Craft will likely be heavily influenced by John Bolton, himself a former US ambassador to the UN, who is antagonistic towards anything he sees that might curtail America’s freedom of action. After years in which China and Russia were considered the major stumbling blocks, Trump’s administration is now seen as a potential hindrance to collective action on many issues, including climate change.

Moreover, Craft will be grappling with an enormously steep learning curve: The Security Council deals with dozens of complex, tricky matters all the time. She will have to master a brief that is way more challenging than being the Ambassador to the US’s rather predictable, northern neighbour. And she’ll probably be busy channelling some of the other very questionable US foreign policy positions: deflecting criticism of human rights abuses by Saudi Arabia and Israel, unravelling some of the agreed limits to the US and Russian nuclear arsenals, and so on.
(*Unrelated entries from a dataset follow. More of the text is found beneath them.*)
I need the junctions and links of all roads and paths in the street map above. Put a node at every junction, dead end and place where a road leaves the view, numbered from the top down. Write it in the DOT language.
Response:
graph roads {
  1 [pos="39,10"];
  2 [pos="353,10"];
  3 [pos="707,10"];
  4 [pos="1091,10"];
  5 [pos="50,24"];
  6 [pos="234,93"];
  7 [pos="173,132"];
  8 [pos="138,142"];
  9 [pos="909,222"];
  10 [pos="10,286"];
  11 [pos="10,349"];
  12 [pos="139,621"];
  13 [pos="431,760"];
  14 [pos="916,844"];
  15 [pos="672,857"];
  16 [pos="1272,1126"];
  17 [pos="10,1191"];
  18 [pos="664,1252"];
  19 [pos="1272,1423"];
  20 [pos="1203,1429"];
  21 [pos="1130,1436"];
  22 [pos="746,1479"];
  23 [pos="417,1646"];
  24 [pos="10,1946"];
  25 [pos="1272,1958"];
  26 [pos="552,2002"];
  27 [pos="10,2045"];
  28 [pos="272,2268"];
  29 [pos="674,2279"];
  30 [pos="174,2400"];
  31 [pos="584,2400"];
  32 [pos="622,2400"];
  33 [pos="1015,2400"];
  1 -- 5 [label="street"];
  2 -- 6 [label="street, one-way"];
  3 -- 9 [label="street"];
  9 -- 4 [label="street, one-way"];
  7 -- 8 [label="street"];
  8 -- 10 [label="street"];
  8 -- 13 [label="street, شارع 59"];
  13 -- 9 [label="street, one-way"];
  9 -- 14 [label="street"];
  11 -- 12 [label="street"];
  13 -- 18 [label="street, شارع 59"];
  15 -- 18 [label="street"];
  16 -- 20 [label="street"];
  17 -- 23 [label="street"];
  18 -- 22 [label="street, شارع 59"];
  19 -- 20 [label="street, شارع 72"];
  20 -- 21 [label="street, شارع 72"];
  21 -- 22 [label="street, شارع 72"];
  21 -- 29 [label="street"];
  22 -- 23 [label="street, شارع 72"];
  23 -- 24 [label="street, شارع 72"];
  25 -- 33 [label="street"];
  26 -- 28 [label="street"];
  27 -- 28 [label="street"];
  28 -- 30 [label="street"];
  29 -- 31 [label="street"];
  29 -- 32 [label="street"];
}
A permanent member to the Security Council has a thousand ways to shape the work of the Council. Often, they can kill new ideas before they are ever officially discussed, or they can punt the agenda to another, weaker forum. If it comes to it, they can simply block a decision by exercising their veto.

So, without wanting to sound defeatist, I’m doubtful that Craft’s time on the Security Council is going to move this issue forward in any significant way. Hopefully those ‘friends’ of action on climate security can find ways nonetheless to plug away at the practical realities of what it means to tackle climate insecurity, putting language into geographically specific resolutions (such as 2349 and 2408), supporting the new climate security mechanism and continuing to make the case for the international community, which is collectively facing a serious, emerging threat, the true extent of which we are realizing more every day.